Tuesday, November 16, 2010
Star Spangled War Stories #84
This is another example of the women who began to pop up in the DC magazine line during the late 1950s and early 1960s; I still don't quite understand the sociological reasons for this although I suppose it could be just as simple as the publishers realizing that there was a huge untapped market.
Mademoiselle Marie became a mildly significant character in the DC Universe. In the early 1980s it was disclosed that she had been a lover of Alfred Pennyworth, Bruce Wayne's butler, and had borne him a daughter, named Julia Remarque. Julia had a continuing presence in the Batman line and became a brief romance interest for Bruce. Of course, this illustrates once again the problems with tying continuing characters to historical events. Back then it would have put Alfred at (say) 60 years old and established a girlfriend for Bruce of about 35 years old. Now it would mean that Alfred is pushing 90 and Julia would be eligible for Social Security.

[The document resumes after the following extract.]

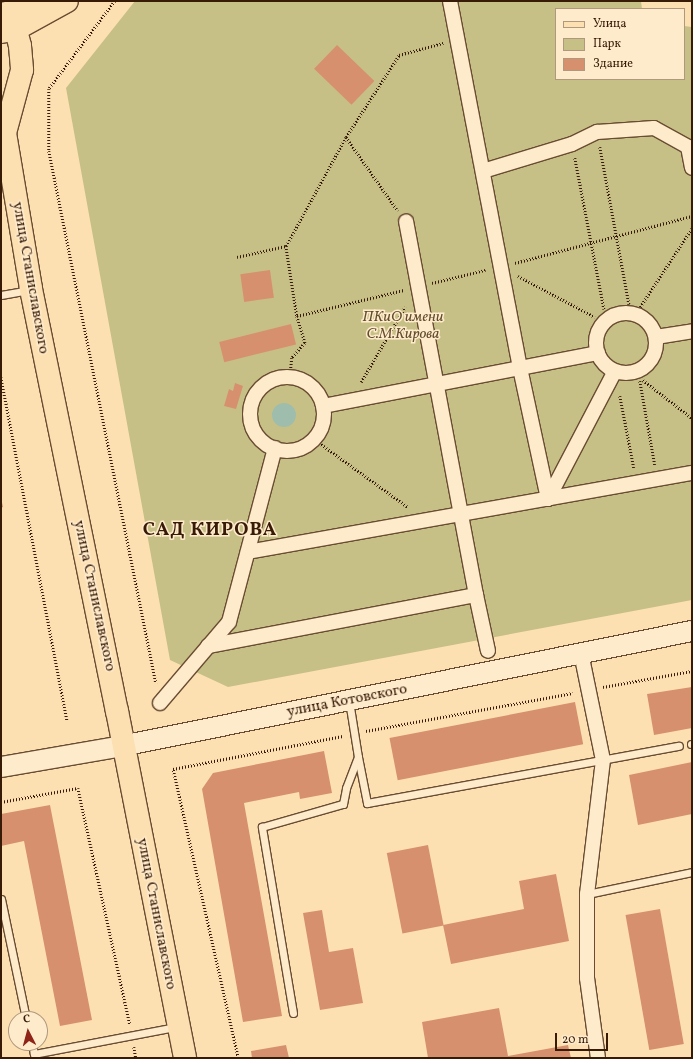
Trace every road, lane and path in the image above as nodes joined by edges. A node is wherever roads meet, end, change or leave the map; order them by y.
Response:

But all that was far in the future as this August 1959 story was published. A paratrooper is about to land in occupied France. He expresses frustration here:
Eventually the lights appear briefly, but his parachute gets tangled in some trees and it looks like he's going to be snuffed out by a Nazi patrol, until:
She quickly impresses him with her competence and fighting ability. And when he destroys a tank that is about to kill her, he gets a little taste of her softer side:
But then she chastises him for disobeying her order to escape. Later, they attempt to blow up a bridge, but she delays pressing the plunger:
He wants her to come back to England with him, but she knows where she belongs:
Marie was featured in SSWS for the next year, before being bumped for the War that Time Forgot (aka Dinosaur Island) series. She made irregular appearances in several of the DC war comics features of the Silver Age, including Sgt. Rock, the Haunted Tank, and Johnny Cloud. In Detective Comics #501-502, it was revealed that she was shot and killed by a Nazi collaborator shortly before the end of WWII.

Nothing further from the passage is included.